Luca Antoccia, Il viaggio nel cinema di Wim Wenders, Dedalo, Bari, 1994.
Walter Benjamin, L’opera d’arte nell’epoca della sua riproducibilità tecnica, Einaudi, Torino, 2000.
Filippo D’Angelo, Wim Wenders, Il Castoro, Milano, 1995.
Nathaniel Hawthorne, La lettera scarlatta, Crescere, Varese, 2014.
Patricia Highsmith, L’amico americano, Bompiani, Milano, 2002.

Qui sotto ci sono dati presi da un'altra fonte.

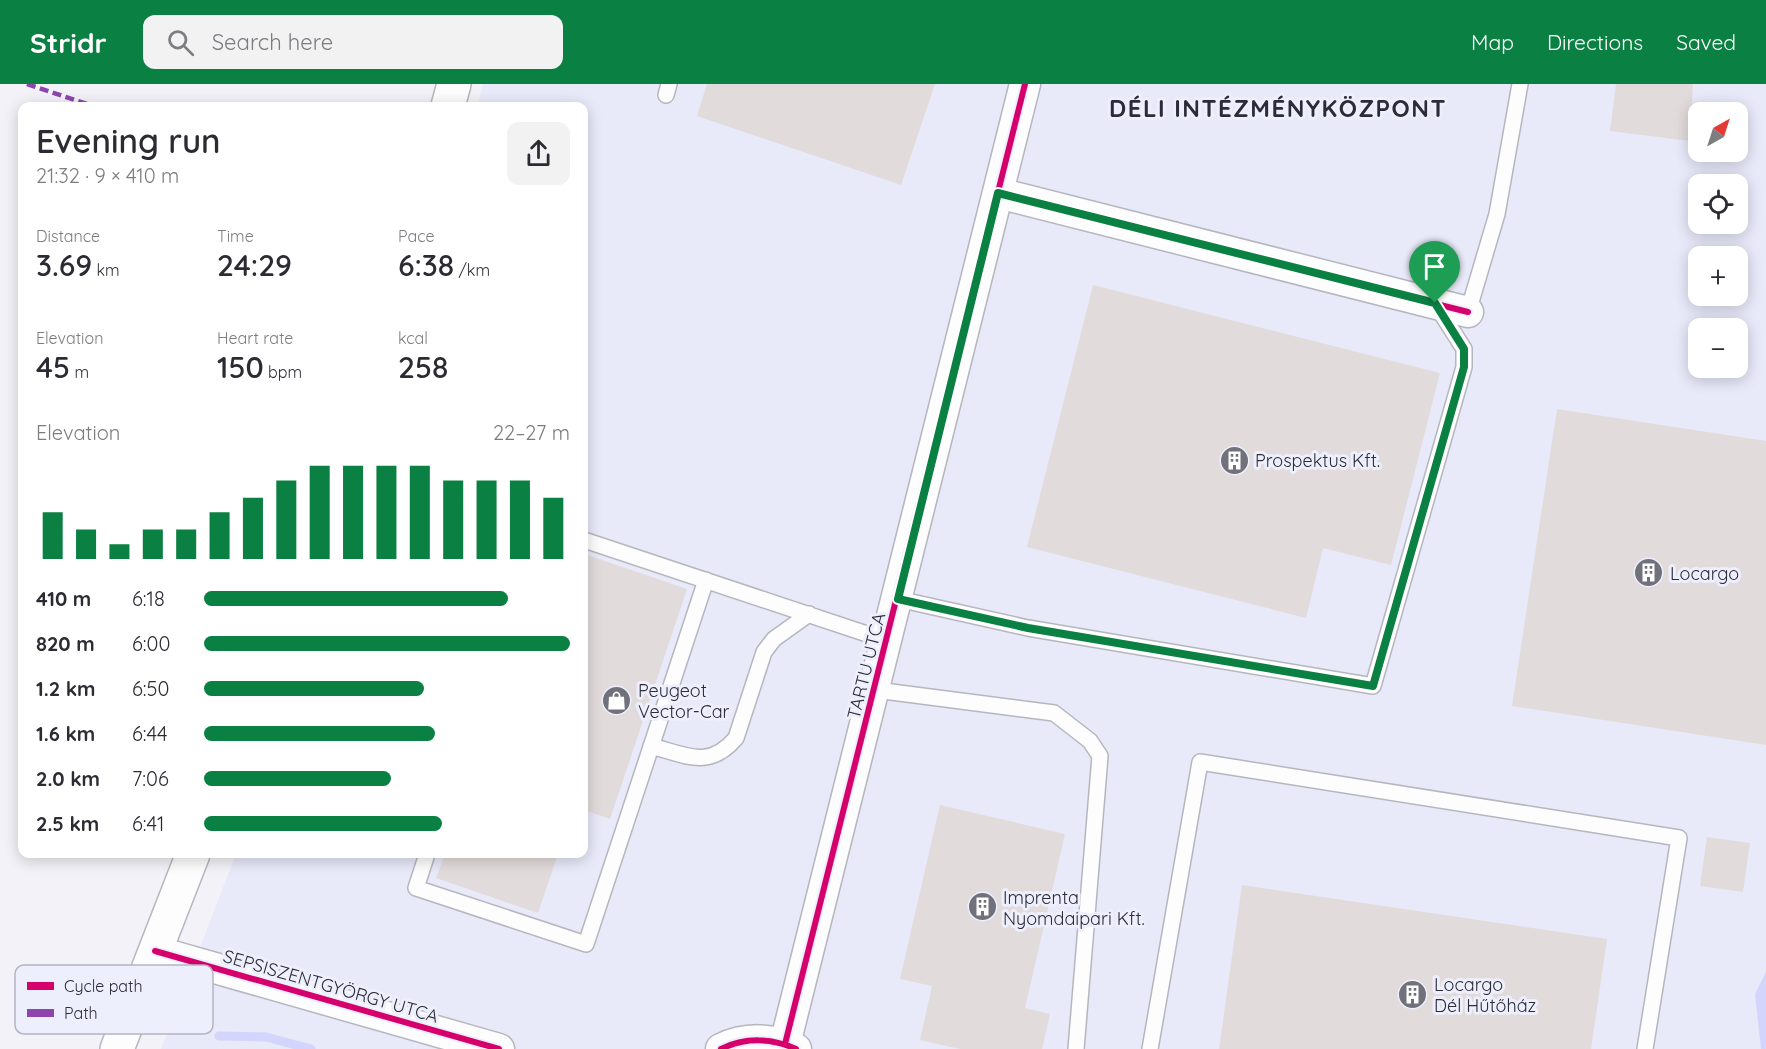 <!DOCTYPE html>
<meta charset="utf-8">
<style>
:root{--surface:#fff;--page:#f2f2f3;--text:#2b2b33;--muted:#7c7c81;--accent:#0b8043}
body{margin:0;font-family:Quicksand,sans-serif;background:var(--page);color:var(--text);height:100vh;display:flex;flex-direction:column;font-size:22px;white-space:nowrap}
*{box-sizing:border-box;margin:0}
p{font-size:20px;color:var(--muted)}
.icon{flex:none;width:33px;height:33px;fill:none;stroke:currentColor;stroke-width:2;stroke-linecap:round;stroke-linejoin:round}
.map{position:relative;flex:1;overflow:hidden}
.details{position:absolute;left:18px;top:18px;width:570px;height:756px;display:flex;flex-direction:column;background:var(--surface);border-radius:12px;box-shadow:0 3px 15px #0003}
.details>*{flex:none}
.needle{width:39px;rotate:39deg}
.tools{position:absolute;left:1688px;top:18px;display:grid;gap:12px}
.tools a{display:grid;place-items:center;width:60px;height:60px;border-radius:12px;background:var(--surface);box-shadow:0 3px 15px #0003;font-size:30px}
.pin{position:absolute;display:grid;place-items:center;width:51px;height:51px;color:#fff;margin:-62px -26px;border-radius:50% 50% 50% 0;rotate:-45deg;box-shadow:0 0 6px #0007}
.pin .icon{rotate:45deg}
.round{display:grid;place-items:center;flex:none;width:63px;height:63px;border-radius:12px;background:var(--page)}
.overview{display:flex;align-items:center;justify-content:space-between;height:102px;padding:0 18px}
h1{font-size:33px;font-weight:600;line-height:45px}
.figures{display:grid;grid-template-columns:repeat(3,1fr);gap:9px;height:102px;padding:6px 18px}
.figures div{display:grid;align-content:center}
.figures b{font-size:30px;font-weight:600}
.figures small{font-size:16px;font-weight:400}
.figures p{font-size:16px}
.chart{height:168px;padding:12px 18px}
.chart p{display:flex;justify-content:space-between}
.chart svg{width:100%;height:108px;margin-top:6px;stroke:var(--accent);stroke-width:6}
ul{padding:0 18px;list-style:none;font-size:20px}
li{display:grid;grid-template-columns:96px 72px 1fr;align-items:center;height:45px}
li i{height:15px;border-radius:8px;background:var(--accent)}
header{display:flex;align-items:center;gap:36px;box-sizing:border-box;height:84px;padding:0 30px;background:var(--accent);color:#fff}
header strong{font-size:28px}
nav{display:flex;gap:33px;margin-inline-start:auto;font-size:21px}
.search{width:420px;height:54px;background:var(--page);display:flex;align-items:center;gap:15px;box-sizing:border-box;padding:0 21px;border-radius:12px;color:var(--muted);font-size:22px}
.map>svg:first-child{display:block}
.built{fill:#e8e9f9;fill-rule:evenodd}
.water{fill:#d3d5fc}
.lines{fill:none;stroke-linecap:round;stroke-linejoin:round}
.stream{stroke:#d3d5fc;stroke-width:9}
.building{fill:#e2dbdb}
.service-casing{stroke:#b6b6be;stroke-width:18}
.minor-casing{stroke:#b6b6be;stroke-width:33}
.primary-casing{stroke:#b6b6be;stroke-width:36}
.service{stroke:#fdfdfe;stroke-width:15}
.minor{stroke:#fdfdfe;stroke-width:30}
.primary{stroke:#fdfdfe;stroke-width:33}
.quiet{stroke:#8e44ad;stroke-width:4.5;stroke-dasharray:9 4.5;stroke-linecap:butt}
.cycleway-casing{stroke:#eeeffc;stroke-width:10}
.cycleway{stroke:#d6006c;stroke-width:6}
.route-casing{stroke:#fff;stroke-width:12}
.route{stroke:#0b8043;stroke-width:8}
.labels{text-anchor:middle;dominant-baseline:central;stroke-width:6;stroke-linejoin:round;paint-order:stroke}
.poi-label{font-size:18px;fill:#2c2c39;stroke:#eeeffc;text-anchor:start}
.street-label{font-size:18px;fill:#2c2c39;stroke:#eeeffc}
.district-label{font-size:24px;font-weight:bold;letter-spacing:1.5px;fill:#2c2c39;stroke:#eeeffc}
.key{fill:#eeeffc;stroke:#b4b4c2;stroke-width:1.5}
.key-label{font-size:16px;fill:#2c2c39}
</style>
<header>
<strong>Stridr</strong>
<div class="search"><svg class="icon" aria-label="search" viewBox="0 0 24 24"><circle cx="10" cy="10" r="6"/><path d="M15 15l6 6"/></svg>Search here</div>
<nav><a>Map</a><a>Directions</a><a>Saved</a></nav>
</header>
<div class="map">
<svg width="1766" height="965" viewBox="0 0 1766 965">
<rect width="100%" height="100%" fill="#f2f2f8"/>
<path class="built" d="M483,0H1766V965H161L236,770H584V22H478ZM1698,28H1737V68H1698ZM1698,100H1737V140H1698ZM1698,172H1737V212H1698ZM1698,244H1737V284H1698Z"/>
<path class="water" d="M1766,888V965H1761L1755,910Z"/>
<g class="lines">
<path class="stream" d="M219,952L266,953L311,965"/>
</g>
<path class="building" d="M707,0H935L901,101L697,32Z
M1616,0H1693L1690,57L1610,47Z
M1093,201L1440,289L1391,481L1323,464L1306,534L1027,463Z
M1557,325L1766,357V661L1512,622Z
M584,470L687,505L610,735L584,726Z
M940,721L1065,750L1025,924L1050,930L1042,965H960L920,956L932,902L900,895Z
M1707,753L1750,759L1743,808L1700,802Z
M445,770H558L538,829L436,794Z
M1242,801L1607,855L1591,965H1219Z"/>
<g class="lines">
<defs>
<path id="service" d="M666,11L669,0
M1468,228L1497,130L1520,0
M584,456L888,557
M898,515L1028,544L1373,602L1464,283V265L1436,221
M876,606L1054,629L1090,657L1100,672L1076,965
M651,662C686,671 709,686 736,654L764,568L774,555L809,530
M427,770L416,804L586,860L706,496
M1150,965L1200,678L1679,754L1645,965"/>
<path id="minor" d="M998,109L1468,228
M155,867L499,965
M785,960L1025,0
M721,965C745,953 772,954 796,965"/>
<path id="primary" d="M448,22L454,0
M117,965L193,770"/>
</defs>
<use href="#service" class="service-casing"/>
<use href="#minor" class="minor-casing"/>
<use href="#primary" class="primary-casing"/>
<use href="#service" class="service"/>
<use href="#minor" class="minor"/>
<use href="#primary" class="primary"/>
<path class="quiet" d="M27,0L93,22"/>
<defs>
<path id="cycleway" d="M998,109L1468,228
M155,867L499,965
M785,960L1025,0
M721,965C745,953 772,954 796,965"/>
</defs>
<use href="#cycleway" class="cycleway-casing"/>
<use href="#cycleway" class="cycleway"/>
</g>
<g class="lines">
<defs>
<path id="route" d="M998,109L1435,219L1464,265V283L1373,602L1028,544L898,515Z"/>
</defs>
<use href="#route" class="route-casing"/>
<use href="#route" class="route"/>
</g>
<defs>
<symbol id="building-disc" viewBox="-11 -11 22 22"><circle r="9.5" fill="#71717c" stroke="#eeeffc"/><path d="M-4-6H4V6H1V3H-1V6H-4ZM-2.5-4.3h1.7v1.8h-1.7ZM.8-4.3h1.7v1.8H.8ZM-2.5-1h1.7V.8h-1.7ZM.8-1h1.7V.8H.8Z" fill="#fff"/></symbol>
<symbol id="shop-disc" viewBox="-11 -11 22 22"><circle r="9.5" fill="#71717c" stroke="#eeeffc"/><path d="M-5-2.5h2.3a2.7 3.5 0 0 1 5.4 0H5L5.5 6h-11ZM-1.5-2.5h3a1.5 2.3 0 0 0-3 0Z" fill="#fff"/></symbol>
</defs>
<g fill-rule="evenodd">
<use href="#building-disc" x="1218" y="360" width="33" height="33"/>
<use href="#building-disc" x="1632" y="472" width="33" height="33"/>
<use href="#shop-disc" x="600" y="600" width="33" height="33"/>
<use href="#building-disc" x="966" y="806" width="33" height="33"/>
<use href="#building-disc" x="1396" y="894" width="33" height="33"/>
</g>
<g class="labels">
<g class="poi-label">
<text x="1255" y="376">Prospektus Kft.</text>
<text x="1670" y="489">Locargo</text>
<text x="638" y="606">Peugeot<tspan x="638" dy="21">Vector-Car</tspan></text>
<text x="1003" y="813">Imprenta<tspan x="1003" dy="21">Nyomdaipari Kft.</tspan></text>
<text x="1434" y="900">Locargo<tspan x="1434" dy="21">Dél Hűtőház</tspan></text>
</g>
<g class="street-label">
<text transform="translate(866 582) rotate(-76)">TARTU UTCA</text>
<text transform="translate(331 902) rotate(16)">SEPSISZENTGYÖRGY UTCA</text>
</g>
<g class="district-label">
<text x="1278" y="24">DÉLI INTÉZMÉNYKÖZPONT</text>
</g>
</g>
<rect x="15" y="881" width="198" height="69" rx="9" class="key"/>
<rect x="27" y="898" width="27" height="8" fill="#d6006c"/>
<rect x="27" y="925" width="27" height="8" fill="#8e44ad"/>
<g class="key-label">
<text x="64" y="908">Cycle path</text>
<text x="64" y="935">Path</text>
</g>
</svg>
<div class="tools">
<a><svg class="needle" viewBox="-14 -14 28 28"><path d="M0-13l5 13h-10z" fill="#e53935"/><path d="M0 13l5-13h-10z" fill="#7c7c81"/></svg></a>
<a><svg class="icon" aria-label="locate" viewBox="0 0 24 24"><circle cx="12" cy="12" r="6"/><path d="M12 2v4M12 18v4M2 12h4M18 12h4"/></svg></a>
<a>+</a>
<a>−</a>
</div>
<div class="pin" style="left:1435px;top:219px;background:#1e9e55"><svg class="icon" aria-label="arrive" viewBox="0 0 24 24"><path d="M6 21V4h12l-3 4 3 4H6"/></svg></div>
<section class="details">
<div class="overview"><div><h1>Evening run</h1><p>21:32 · 9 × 410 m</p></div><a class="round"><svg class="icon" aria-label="share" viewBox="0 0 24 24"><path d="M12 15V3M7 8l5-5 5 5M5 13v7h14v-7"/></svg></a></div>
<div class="figures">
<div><p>Distance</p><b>3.69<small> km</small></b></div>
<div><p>Time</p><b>24:29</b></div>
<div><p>Pace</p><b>6:38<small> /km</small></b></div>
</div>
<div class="figures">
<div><p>Elevation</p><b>45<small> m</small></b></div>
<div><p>Heart rate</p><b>150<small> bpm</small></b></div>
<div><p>kcal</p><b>258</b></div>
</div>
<div class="chart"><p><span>Elevation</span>22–27 m</p>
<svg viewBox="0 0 160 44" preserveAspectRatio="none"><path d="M5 44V25M15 44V32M25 44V38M35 44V32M45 44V32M55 44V25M65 44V19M75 44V12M85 44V6M95 44V6M105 44V6M115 44V6M125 44V12M135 44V12M145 44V12M155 44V19"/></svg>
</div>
<ul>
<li><b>410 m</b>6:18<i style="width:83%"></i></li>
<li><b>820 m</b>6:00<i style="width:100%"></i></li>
<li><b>1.2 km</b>6:50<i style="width:60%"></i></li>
<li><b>1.6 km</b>6:44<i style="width:63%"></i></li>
<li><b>2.0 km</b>7:06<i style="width:51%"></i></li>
<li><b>2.5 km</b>6:41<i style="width:65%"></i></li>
</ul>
</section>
</div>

Giovanni Spagnoletti, Nove film del cinema tedesco (1970-1976), Imola, Galeati, 1978.
 

VISIONI

Wim Wenders, Falso movimento, Ripley's Home Video, 2009.
Wim Wenders, Nel corso del tempo, Terminal Video, 2009.
Wim Wenders, Lisbon Story, Dall'Angelo Pictures, 2011.
Wim Wenders, L’amico americano, Terminal Video, 2012.
Wim Wenders, Il cielo sopra Berlino, Ripley's Home Video, 2015.
Wim Wenders, Così lontano così vicino, Ripley's Home Video, 2016.